Von Frank Schäffler, MdB, und Norbert F. Tofall

Das ungedeckte Geld von heute ist unzuverlässiges, schlechtes Geld, weil es von den Zentralbanken und auch von den Geschäftsbanken, die vom Staat zum Zwecke der Geld- und Kredit-Schöpfung aus dem Nichts mit dem Teilreserveprivileg ausgestattet sind, in beliebiger Höhe vermehrt werden kann.

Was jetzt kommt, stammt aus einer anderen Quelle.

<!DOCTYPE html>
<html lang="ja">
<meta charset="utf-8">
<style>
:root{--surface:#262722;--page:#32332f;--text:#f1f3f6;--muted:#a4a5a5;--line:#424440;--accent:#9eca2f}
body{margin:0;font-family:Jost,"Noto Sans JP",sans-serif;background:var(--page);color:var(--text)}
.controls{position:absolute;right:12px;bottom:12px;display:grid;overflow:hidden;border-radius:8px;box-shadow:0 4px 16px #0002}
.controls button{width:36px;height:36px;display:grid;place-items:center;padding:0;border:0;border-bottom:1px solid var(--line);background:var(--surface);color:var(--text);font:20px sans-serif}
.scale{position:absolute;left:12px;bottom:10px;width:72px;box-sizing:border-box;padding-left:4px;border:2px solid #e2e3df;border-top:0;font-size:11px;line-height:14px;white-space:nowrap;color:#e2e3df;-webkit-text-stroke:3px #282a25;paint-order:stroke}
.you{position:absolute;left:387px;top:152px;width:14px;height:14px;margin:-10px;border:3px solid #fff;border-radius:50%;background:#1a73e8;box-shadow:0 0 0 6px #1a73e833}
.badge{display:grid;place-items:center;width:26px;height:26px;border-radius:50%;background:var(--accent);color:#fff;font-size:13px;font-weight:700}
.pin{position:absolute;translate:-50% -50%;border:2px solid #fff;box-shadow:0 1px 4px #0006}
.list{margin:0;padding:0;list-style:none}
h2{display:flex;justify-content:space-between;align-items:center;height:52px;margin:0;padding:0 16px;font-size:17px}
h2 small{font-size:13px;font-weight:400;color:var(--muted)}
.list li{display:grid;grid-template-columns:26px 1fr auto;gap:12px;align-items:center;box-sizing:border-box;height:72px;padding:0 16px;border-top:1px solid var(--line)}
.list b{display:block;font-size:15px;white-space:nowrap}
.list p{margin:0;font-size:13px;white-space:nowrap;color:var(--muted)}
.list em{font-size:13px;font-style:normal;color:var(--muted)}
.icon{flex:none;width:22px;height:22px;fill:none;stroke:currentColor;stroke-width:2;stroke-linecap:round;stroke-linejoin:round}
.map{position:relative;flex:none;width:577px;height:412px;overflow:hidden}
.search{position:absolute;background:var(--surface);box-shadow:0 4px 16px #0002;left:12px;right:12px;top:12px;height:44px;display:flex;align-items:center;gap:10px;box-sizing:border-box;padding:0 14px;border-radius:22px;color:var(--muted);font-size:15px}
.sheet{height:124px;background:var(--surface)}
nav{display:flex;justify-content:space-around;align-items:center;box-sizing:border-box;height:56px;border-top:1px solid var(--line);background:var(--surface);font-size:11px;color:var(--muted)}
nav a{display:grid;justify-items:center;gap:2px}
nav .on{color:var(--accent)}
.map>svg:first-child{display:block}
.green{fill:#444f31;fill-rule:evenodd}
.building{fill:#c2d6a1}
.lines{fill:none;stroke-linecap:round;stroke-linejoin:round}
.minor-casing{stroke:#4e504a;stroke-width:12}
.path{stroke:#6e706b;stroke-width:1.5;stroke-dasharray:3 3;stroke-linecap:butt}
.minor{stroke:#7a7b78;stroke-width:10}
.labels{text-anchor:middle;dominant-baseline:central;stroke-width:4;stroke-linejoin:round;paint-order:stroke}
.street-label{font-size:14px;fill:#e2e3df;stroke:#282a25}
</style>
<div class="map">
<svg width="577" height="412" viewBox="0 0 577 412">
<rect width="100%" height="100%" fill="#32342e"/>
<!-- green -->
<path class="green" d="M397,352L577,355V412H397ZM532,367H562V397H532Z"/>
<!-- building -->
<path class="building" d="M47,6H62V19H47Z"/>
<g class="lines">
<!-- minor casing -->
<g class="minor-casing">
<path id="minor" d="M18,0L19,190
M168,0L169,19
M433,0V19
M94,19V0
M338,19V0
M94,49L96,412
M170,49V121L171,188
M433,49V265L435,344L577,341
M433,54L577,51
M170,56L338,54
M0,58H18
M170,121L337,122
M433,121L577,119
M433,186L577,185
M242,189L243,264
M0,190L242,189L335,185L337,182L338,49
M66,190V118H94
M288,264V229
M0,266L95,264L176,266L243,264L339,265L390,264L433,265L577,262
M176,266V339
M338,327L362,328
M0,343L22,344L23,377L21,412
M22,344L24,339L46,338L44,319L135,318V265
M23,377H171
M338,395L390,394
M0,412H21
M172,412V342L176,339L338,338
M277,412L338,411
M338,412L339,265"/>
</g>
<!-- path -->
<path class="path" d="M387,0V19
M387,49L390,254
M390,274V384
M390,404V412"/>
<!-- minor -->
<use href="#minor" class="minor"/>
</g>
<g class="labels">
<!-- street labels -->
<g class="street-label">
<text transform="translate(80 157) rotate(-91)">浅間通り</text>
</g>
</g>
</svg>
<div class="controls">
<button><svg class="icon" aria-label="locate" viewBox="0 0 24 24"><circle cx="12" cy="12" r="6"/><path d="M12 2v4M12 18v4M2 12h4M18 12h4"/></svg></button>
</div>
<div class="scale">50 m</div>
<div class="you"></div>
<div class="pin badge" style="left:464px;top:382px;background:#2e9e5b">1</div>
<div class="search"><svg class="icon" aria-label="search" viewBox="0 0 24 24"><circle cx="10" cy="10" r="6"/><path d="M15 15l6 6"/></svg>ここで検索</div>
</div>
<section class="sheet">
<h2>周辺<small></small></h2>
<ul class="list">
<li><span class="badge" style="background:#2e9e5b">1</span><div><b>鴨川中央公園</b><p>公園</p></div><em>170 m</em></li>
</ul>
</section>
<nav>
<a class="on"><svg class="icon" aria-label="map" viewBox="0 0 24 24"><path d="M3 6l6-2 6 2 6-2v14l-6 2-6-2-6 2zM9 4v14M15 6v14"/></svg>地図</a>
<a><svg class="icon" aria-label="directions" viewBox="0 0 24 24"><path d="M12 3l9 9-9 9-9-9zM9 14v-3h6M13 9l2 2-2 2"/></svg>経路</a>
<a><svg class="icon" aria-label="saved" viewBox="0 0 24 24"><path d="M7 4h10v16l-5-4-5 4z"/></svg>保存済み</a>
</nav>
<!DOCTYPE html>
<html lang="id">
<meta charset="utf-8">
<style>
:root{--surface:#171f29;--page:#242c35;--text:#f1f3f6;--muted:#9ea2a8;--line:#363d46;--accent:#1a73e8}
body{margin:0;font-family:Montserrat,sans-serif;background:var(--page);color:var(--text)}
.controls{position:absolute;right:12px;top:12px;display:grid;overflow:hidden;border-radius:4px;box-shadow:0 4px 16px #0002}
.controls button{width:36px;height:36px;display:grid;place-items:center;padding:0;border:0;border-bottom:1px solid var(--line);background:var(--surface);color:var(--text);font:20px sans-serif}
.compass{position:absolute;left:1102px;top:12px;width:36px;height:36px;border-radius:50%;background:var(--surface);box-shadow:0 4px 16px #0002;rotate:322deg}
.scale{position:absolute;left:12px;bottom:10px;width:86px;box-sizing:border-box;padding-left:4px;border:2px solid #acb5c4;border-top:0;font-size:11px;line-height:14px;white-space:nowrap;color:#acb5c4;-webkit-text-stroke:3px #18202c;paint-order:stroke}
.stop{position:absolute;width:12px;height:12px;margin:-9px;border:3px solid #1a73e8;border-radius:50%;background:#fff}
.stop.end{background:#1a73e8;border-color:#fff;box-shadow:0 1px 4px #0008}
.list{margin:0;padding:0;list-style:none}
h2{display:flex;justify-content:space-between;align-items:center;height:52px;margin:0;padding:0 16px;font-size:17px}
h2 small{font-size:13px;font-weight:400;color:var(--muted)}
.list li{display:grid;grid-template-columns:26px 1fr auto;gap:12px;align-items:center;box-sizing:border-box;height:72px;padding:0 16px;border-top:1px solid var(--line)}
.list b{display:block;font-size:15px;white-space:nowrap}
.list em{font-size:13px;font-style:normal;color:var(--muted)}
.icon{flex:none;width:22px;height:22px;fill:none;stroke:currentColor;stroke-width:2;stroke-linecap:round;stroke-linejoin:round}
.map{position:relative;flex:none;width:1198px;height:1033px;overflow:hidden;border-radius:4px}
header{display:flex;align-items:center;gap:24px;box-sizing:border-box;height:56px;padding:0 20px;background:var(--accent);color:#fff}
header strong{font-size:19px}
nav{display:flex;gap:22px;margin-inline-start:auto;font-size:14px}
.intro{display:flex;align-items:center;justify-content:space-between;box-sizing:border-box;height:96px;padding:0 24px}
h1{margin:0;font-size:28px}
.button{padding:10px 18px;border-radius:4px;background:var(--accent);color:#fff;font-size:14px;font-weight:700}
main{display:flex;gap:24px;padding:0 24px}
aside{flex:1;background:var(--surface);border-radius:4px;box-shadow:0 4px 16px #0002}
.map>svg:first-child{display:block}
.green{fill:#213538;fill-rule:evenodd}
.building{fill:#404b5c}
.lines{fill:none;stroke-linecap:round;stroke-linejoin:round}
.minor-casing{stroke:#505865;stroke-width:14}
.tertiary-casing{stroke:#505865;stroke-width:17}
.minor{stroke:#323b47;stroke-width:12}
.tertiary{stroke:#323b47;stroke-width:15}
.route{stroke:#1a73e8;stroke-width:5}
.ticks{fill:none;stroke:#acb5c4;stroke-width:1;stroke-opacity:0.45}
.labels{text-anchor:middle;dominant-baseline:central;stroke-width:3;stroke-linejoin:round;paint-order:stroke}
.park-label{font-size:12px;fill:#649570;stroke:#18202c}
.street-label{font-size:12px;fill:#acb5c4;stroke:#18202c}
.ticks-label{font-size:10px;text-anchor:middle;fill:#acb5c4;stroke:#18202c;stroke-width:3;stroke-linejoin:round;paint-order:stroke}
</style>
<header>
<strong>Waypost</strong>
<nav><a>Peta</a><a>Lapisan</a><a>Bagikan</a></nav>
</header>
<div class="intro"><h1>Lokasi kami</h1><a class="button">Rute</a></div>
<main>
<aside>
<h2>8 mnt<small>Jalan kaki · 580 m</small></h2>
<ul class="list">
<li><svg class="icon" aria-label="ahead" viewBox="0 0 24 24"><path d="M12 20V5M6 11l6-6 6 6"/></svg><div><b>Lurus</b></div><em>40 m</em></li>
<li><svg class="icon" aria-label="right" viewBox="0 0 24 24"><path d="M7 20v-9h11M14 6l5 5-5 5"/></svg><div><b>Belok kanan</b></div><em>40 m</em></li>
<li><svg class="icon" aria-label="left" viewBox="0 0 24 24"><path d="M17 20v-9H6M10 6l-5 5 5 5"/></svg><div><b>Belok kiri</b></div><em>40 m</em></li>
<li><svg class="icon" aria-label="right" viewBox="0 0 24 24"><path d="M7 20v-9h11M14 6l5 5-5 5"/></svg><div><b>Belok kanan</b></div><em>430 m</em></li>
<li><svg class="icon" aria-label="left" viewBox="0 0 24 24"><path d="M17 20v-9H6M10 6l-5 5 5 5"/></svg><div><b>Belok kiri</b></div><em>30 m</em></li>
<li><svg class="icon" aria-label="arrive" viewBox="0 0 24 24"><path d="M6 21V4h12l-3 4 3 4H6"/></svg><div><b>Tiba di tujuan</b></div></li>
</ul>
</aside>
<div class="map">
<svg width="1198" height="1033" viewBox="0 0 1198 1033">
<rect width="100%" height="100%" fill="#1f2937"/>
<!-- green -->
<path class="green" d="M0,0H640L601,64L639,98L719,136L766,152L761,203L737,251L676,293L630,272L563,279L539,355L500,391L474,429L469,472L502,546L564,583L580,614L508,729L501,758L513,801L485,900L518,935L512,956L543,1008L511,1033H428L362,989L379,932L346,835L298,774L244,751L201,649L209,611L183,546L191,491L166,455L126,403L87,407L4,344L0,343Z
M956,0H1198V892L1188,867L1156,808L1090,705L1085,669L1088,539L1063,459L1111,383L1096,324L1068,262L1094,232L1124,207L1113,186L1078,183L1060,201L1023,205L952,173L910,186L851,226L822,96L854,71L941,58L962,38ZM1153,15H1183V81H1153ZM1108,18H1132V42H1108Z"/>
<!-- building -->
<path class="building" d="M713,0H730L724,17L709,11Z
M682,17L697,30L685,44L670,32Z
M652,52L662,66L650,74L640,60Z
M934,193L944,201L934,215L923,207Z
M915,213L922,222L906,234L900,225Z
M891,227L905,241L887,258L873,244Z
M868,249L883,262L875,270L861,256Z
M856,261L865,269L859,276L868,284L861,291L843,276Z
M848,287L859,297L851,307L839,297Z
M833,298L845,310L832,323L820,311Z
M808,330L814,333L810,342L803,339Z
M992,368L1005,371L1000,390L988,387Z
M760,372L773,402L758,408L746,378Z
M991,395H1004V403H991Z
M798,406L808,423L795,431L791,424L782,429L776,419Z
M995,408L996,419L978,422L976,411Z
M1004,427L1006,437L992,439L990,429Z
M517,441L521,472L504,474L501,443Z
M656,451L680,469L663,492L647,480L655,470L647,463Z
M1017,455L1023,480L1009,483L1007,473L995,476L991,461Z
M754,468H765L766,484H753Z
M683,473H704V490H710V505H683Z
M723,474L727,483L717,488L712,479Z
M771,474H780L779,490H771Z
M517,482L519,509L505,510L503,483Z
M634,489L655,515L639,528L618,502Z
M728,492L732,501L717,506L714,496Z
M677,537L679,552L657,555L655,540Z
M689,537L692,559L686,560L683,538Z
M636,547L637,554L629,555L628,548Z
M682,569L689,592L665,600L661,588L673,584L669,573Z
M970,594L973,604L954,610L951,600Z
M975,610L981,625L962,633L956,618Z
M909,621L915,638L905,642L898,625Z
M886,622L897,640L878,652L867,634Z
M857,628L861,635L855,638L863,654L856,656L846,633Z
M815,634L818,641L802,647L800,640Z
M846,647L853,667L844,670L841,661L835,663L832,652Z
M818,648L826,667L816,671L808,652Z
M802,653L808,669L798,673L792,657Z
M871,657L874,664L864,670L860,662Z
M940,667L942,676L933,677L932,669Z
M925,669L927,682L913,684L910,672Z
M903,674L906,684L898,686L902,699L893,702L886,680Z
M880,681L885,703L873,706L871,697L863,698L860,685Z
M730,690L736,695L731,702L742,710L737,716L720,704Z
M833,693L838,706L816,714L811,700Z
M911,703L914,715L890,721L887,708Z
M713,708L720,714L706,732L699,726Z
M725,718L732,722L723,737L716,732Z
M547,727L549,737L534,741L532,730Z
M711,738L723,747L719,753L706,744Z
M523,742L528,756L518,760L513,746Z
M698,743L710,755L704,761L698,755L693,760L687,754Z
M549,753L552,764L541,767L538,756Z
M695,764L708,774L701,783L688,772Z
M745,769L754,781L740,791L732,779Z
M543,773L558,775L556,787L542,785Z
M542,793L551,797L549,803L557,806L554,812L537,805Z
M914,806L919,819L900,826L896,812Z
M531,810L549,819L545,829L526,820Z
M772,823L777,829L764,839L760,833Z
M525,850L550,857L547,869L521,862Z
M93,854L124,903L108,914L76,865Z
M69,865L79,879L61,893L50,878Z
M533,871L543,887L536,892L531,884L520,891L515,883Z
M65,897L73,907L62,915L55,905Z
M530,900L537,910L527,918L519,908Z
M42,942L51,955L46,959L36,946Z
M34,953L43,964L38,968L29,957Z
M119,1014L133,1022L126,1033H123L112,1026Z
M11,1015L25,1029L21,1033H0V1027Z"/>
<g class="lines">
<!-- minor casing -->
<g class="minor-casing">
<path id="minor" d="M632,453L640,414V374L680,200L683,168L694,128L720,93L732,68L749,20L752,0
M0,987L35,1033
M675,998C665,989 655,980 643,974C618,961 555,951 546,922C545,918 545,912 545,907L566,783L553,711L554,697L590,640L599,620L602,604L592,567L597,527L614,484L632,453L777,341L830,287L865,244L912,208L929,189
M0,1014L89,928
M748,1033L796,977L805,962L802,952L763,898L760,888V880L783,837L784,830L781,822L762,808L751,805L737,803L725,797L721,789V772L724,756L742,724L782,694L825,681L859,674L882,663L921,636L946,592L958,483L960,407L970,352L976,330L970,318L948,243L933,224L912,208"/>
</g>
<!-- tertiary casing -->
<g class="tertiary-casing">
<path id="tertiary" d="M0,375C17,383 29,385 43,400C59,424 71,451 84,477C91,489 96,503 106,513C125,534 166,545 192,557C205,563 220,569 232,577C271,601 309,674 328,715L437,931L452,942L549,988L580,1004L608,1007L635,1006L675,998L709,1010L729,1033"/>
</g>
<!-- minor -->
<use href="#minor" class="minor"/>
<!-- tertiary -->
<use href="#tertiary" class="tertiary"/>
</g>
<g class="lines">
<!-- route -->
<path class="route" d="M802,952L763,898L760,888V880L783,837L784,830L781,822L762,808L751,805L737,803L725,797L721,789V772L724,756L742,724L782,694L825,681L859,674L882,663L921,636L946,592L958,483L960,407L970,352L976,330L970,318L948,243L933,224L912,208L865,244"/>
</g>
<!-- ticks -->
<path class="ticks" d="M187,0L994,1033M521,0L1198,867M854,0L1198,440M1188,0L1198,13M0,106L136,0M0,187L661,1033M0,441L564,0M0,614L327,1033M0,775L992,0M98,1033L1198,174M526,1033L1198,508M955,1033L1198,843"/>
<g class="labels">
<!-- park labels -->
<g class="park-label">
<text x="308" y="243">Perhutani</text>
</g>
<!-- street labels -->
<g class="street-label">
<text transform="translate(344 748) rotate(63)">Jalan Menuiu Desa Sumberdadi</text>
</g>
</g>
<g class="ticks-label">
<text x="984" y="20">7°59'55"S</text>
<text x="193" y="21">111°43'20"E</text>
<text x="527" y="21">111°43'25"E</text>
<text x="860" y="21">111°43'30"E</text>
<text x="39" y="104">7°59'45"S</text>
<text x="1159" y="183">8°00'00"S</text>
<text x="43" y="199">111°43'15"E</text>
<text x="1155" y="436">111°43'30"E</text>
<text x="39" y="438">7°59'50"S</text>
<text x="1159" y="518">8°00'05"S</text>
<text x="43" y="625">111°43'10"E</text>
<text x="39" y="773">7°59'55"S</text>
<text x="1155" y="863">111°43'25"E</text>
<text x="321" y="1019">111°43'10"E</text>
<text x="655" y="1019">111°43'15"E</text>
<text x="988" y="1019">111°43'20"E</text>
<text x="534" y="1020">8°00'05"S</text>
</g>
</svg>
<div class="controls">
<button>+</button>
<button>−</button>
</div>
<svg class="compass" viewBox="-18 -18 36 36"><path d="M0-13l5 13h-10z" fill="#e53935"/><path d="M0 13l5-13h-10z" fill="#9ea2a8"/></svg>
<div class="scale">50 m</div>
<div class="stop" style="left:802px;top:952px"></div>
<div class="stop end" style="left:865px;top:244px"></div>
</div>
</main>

Ohne die Möglichkeit, Kredite durch Geldschöpfung aus dem Nichts aufzunehmen, wäre die ständige Expansion des Staates nicht realisierbar. Und Kredite, die nicht aus Ersparnissen bestehen, sondern aus Geldschöpfung, also aus schlechtem Geld, sind unser Problem: Investitionen, die durch Kredite finanziert werden, die nicht aus Erspartem bestehen, sondern aus Geldschöpfung, also aus schlechtem Geld, blähen unsere Wirtschaft künstlich und nur für eine bestimmte Zeit auf, was auch als «Bubble-Economy» (Blasen-Wirtschaft) bezeichnet wird.

Niedrigzinspolitik
Angeheizt wird diese Entwicklung durch die Niedrigzinspolitik der Zentralbanken. Ein Zinssatz, der Sparen und Investieren zur Übereinstimmung bringt, den Geldwert stabil hält und die Volkswirtschaft auf einem nachhaltigen Wachstumspfad hält, ist der natürliche Zins. Steigt der Geldzins über den natürlichen Zins, übersteigt das Sparen die Investitionen und die Wirtschaftsaktivität geht auf breiter Front bei sinkendem Preisniveau zurück.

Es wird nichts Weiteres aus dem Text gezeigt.